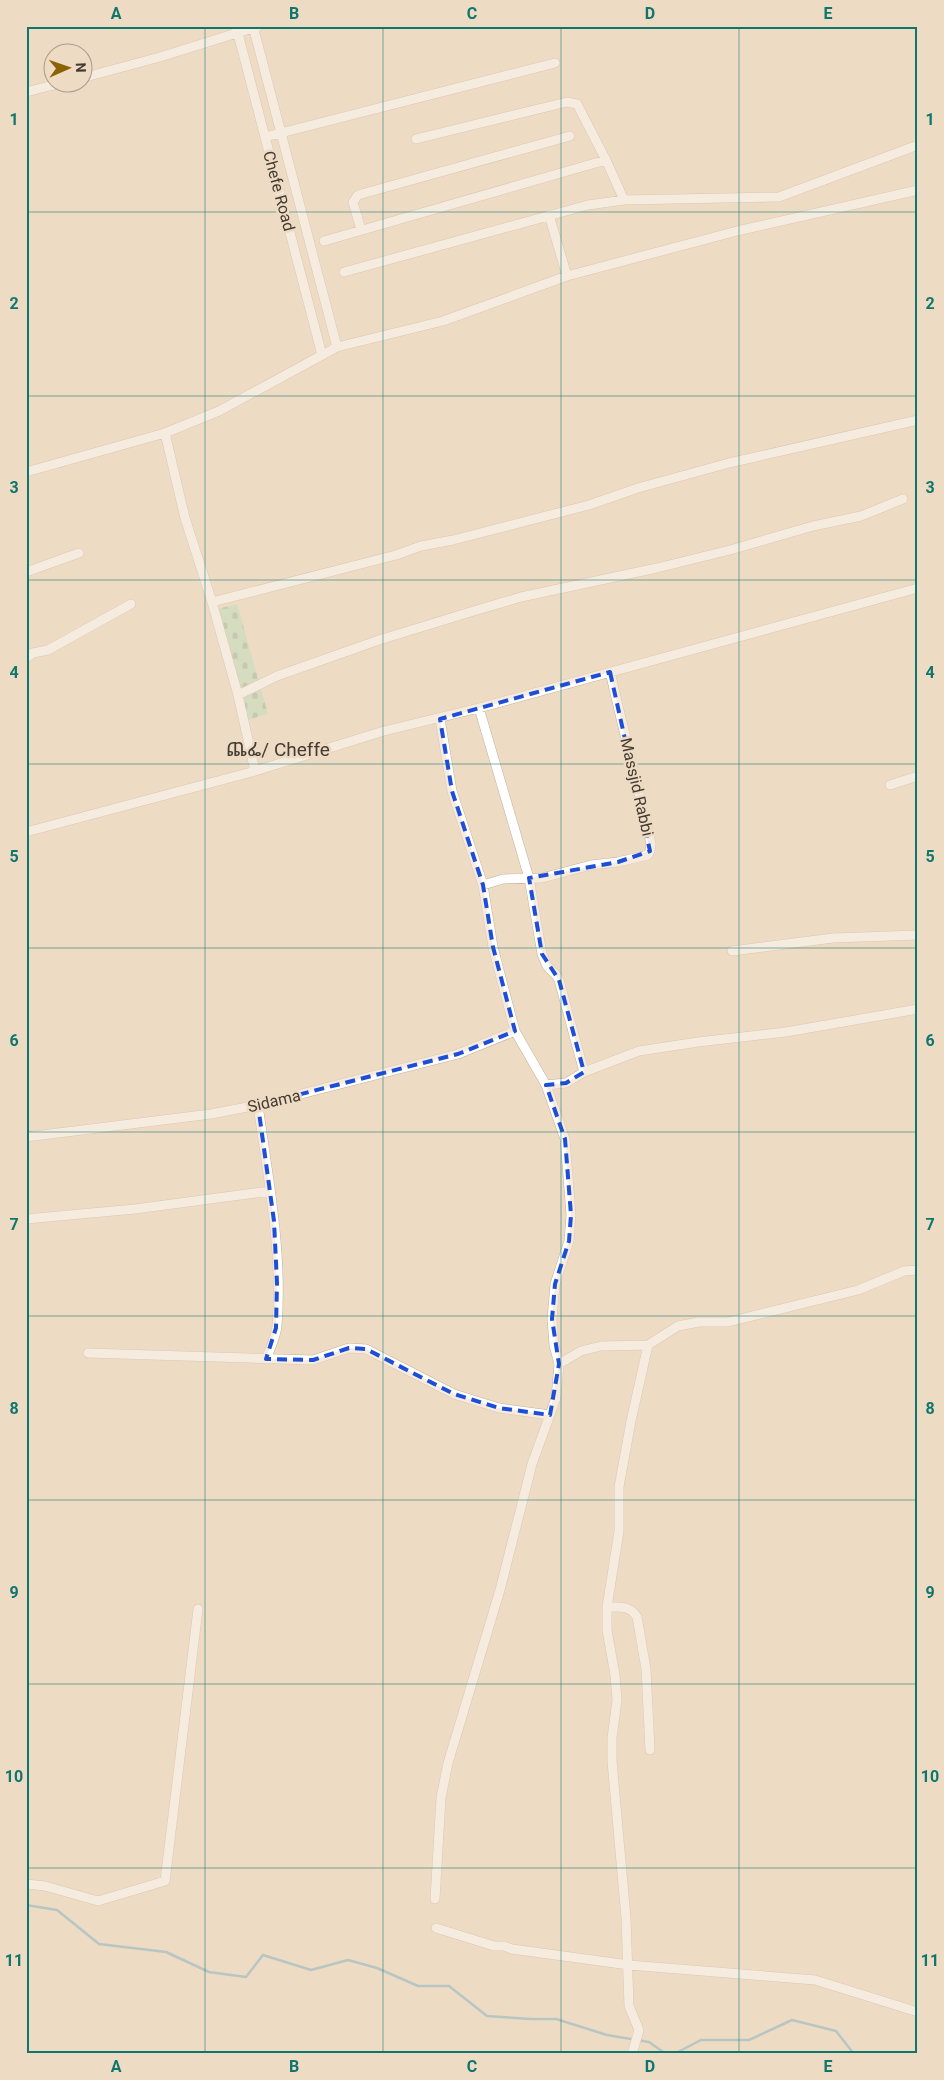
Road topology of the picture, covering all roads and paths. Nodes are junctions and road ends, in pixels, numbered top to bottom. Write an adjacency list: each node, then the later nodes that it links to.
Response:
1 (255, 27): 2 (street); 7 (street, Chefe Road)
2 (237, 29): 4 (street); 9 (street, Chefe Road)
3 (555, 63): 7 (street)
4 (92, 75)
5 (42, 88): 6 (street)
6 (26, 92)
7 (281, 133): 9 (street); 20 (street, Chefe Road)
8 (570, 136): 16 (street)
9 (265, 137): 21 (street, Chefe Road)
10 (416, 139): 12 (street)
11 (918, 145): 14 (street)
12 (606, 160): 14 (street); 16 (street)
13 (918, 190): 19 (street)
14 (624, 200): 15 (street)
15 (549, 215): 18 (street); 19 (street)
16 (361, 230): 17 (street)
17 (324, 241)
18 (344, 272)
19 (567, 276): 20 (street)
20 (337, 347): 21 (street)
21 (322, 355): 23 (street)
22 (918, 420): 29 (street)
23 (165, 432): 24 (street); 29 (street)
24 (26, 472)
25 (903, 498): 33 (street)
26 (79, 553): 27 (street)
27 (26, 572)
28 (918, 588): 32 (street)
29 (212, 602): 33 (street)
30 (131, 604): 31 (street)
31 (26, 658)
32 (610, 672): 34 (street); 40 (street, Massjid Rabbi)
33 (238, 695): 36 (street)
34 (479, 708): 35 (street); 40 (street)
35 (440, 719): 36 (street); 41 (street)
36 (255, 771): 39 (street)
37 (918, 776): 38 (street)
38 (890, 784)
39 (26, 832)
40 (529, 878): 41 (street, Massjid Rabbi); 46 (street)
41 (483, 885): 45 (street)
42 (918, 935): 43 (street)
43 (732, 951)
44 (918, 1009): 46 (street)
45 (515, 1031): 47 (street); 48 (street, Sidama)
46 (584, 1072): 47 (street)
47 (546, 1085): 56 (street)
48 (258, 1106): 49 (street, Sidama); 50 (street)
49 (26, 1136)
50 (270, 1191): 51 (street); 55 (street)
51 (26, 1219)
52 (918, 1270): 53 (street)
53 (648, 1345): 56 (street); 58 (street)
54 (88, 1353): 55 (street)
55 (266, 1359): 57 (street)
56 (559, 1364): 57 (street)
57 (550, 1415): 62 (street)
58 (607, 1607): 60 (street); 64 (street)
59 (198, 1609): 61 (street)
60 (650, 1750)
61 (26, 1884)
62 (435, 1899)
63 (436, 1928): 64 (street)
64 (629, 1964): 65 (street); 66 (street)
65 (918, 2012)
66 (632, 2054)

----------------------------------------

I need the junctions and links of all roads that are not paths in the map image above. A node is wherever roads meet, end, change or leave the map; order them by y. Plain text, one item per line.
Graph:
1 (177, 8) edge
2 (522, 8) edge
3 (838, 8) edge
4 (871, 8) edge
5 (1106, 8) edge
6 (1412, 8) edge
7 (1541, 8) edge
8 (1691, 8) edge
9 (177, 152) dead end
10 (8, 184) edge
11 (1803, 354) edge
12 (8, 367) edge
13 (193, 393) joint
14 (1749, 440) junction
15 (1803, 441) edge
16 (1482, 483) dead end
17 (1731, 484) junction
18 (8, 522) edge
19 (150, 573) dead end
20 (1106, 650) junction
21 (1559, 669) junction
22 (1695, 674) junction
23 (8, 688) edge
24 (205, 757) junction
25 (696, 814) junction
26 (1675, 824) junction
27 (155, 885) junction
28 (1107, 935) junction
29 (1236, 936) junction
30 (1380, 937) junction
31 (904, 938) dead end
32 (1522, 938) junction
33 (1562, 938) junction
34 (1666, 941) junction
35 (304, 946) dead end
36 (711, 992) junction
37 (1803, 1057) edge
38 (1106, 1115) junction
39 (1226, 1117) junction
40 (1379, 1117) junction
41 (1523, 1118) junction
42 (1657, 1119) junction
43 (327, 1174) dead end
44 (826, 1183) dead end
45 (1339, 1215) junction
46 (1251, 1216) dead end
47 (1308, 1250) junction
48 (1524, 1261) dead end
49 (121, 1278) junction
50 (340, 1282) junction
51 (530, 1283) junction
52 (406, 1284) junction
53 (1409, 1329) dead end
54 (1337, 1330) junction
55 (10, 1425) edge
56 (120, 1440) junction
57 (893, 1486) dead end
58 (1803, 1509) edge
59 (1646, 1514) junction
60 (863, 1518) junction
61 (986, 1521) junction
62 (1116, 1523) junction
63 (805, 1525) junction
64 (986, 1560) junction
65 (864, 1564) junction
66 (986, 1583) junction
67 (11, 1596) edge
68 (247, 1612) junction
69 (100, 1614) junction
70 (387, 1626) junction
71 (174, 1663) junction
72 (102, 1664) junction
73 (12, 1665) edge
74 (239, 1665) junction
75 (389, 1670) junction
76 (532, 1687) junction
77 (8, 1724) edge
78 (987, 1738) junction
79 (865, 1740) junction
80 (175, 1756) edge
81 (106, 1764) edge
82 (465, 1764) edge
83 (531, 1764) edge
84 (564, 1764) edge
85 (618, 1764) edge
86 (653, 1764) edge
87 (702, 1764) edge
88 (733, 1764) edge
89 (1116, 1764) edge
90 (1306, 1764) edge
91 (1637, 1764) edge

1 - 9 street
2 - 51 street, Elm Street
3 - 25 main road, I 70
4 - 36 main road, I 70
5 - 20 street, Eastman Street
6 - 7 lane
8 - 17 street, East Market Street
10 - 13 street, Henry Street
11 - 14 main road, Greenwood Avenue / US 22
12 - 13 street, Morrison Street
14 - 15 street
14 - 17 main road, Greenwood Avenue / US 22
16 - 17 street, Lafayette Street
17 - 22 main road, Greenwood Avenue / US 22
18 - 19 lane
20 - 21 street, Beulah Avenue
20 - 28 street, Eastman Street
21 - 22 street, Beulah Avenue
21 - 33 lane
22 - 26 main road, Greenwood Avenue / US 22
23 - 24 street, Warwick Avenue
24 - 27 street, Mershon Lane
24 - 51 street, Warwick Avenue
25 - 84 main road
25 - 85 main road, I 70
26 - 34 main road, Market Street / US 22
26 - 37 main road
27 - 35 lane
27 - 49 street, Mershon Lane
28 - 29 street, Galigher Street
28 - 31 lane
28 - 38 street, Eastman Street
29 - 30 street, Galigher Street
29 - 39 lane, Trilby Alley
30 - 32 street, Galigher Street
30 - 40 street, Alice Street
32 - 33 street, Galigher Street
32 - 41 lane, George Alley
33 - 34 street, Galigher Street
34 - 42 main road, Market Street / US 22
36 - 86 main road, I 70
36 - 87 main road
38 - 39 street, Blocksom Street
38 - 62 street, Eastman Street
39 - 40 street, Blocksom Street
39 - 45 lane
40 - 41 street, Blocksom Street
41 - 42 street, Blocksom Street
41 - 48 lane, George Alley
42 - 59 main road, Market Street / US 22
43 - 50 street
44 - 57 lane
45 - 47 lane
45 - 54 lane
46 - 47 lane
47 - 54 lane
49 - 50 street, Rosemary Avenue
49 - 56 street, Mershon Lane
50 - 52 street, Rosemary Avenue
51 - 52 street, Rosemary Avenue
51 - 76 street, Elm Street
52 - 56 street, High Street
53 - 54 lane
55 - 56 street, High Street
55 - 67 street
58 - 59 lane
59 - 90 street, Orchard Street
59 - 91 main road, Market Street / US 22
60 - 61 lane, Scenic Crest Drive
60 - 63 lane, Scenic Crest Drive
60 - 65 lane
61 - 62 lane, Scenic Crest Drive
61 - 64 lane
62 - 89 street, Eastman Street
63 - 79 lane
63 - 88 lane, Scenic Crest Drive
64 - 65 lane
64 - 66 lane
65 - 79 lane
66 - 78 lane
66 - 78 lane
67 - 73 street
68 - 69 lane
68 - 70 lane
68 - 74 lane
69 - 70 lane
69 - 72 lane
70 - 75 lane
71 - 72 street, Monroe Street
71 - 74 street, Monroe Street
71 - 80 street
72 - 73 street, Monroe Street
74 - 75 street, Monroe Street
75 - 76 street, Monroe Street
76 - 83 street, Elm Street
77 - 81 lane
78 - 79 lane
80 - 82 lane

----------------------------------------

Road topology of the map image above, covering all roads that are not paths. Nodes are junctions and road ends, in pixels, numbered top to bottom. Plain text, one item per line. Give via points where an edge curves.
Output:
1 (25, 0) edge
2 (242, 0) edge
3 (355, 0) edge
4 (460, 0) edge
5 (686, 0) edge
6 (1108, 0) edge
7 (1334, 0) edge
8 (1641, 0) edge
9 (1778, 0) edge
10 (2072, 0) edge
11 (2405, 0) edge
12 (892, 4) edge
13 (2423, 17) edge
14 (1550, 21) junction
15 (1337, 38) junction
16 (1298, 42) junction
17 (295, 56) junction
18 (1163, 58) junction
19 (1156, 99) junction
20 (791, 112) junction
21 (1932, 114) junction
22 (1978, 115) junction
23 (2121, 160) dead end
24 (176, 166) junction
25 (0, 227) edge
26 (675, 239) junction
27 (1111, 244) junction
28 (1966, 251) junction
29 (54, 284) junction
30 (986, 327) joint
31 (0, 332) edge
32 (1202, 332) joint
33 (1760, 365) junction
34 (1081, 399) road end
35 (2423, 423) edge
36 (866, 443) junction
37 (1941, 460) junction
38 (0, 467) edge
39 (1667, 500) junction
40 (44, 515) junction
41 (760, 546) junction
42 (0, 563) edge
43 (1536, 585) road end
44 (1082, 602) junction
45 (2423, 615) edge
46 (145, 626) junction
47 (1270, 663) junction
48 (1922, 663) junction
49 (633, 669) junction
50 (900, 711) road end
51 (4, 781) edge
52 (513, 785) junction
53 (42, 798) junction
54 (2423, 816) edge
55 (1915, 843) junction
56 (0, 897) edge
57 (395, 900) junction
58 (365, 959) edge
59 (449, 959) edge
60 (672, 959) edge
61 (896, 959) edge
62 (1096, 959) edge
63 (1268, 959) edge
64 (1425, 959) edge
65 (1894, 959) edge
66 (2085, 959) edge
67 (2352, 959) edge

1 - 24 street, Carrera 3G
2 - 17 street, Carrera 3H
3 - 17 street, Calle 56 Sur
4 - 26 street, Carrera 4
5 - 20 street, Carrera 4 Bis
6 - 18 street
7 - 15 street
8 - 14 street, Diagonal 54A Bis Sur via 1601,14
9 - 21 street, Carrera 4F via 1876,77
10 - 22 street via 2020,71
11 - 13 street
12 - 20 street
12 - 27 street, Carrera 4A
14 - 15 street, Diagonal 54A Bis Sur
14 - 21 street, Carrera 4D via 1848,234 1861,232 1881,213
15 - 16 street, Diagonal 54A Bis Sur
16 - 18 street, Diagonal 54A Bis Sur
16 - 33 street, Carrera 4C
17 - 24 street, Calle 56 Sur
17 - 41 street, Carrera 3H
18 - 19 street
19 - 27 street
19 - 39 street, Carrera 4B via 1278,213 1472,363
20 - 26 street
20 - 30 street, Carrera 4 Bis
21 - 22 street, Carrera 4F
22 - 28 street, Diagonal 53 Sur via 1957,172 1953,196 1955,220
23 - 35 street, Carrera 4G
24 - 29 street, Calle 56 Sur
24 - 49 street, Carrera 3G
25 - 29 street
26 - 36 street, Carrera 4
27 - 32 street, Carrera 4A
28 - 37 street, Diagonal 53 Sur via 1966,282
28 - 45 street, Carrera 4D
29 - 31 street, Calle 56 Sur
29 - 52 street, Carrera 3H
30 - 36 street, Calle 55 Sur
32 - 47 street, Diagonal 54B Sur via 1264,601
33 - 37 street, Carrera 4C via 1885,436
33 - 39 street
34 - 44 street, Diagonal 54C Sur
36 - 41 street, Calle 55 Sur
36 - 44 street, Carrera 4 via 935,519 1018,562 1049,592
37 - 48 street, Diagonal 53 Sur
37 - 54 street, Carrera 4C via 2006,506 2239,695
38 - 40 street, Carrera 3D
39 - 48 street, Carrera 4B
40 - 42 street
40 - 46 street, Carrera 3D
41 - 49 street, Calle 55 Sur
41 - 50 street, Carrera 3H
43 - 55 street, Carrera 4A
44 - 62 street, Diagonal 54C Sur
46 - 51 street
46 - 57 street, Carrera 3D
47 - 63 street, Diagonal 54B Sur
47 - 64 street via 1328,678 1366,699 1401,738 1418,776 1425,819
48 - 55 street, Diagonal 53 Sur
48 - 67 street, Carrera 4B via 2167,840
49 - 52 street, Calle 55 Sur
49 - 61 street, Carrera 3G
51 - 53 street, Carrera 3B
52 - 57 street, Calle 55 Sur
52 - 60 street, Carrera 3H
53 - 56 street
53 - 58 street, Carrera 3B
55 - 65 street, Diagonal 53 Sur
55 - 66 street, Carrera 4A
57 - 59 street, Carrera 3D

----------------------------------------

• _GOAL OF THE EXERCISE_
From the listing, copy each line containing the word "Beulah".

• _TASK RESPONSE_
20 - 21 street, Beulah Avenue
21 - 22 street, Beulah Avenue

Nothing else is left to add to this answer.